CAN YOU STAND THE RAIN???


It was a Thursday, I was on my way to meet my best friend and late. Since the day my ex and I broke up she had been there for me, picking me up and forcing me to come out and socialise when all I wanted to do was stay home and cry. In a sense I had put her through a lot as she shared almost every moment of my pain with me and I wish I hadn't but she was amazing and I'm glad she was there for me.

"Can you stand the rain?" As I listened to the euphoric words from the song 'Can You Stand The Rain' penned by Boyz II Men playing in my ears on the train, the chorus seemed to resound more so than any other facet of the song. Yet again everything seemed to have a deeper meaning and I began to ask myself, what were they asking??? Could I stand 'the rain' in troubled times, could I weather the storm? I couldn't help but feel like maybe I couldn't, what I felt and how I felt now has led me to places I never so much as dreamed I would be. However, on the other hand I had been through so much and although I was consumed with emotion and felt as though I wasn't coping (truly, most days I wasn't), I was still here, I had my days! I hated the rain, I was never fond of being outside when it rained so ironically and metaphorically I hated turbulent times just the same.

What defined whether or not I had weathered the storm of my broken heart or if I could stand the rain? I was still here is the answer, the outcome could have been sooooo different on soooo many occasions, my life could have been ended, cut short because I was consumed by my emotions but I was STILL HERE. So in a way I withstood the rain, as much as I hated it, even as it poured so often, I pushed on but it sure was torrential however.

H.B. (Heart Broken)

Saturday, 5 June 2010

I NEED TO TELL YOU...


10:37am: After he broke up with me I naturally wanted nothing more to do with him, he begged me to still talk to him and be around because he 'didn't want to be without me'. Somewhere along the line that changed, just like his fickle mind (after 3 years he suddenly realised he 'no longer wanted to be in a relationship') and nothing...we just stopped talking and 2 years on I still have no idea why.
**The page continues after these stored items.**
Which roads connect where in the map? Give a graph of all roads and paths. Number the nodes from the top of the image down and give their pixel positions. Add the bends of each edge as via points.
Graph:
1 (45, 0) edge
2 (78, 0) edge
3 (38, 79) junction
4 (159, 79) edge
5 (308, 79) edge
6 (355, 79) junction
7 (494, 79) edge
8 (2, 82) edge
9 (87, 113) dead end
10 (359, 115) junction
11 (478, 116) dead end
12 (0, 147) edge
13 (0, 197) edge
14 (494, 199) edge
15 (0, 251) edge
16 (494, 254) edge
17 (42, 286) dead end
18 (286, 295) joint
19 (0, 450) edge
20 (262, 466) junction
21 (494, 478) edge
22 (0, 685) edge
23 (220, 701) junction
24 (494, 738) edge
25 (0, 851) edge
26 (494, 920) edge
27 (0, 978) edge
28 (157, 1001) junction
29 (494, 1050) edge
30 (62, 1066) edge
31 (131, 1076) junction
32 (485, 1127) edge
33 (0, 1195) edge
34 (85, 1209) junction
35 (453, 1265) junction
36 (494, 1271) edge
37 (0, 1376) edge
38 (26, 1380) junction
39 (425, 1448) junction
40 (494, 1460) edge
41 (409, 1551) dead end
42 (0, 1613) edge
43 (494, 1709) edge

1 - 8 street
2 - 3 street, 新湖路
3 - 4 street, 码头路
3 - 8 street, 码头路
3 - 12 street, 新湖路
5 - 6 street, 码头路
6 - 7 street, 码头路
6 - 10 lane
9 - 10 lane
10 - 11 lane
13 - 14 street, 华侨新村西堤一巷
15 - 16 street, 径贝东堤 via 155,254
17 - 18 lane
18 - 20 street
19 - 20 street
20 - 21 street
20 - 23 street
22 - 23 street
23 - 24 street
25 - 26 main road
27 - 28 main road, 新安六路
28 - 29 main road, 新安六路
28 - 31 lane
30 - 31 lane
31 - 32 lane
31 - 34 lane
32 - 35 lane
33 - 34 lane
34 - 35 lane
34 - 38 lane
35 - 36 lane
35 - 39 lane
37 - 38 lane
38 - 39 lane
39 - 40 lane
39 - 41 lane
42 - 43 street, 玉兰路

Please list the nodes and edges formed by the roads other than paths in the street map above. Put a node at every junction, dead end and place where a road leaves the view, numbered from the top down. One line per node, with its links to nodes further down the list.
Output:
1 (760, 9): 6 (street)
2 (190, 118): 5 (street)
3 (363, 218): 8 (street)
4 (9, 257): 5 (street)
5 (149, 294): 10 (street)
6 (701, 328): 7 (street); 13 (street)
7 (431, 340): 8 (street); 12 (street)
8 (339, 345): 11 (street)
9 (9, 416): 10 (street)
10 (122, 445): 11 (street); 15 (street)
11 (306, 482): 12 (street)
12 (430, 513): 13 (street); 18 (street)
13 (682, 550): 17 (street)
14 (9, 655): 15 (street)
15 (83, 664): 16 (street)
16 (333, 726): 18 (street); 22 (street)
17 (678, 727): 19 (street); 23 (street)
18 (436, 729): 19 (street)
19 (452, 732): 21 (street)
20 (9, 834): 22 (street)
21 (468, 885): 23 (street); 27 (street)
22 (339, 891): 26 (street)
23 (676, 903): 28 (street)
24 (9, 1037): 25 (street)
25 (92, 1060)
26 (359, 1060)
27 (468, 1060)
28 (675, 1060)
Why did he suddenly just stop caring, I find it impossible that he ever actually truly loved me because if he did, you don't just forget about someone, after all I had thought about him a lot and he never left my mind. So many things had happened, I had been through so much, much of it not good and the one person I wanted to share it with or to talk to was him. I didn't want to feel that way but as someone who guarded her emotions well and shared nothing, he changed that. I went from saying nothing to sharing everything and then when I no longer had him around to share things with...nothing again! I confided in my best friend, other friends and appreciated having them but I missed our bond, it was different.

'I need to tell you something but the right person isn't asking me what's wrong' read my 13 year old cousin's online screename. A sense of sadness overcame me; at such a young age I was distressed that such a thought or emotion was already present in her precious young life. But honestly, I knew exactly how that felt, I was feeling a pain, experiencing a hurt that truly, I only wanted one person to notice - someone you cared about so much and provided so much for could easily walk away and turn their back on you.

It was a harsh reality but people were increasingly selfish the more selfless you were...why? So whilst I lay here consumed in my pain and my emotions once again like so many times before, the right person wasn't concerned, effectively the right person didn't or wasn't asking me what was wrong...he simply didn't care.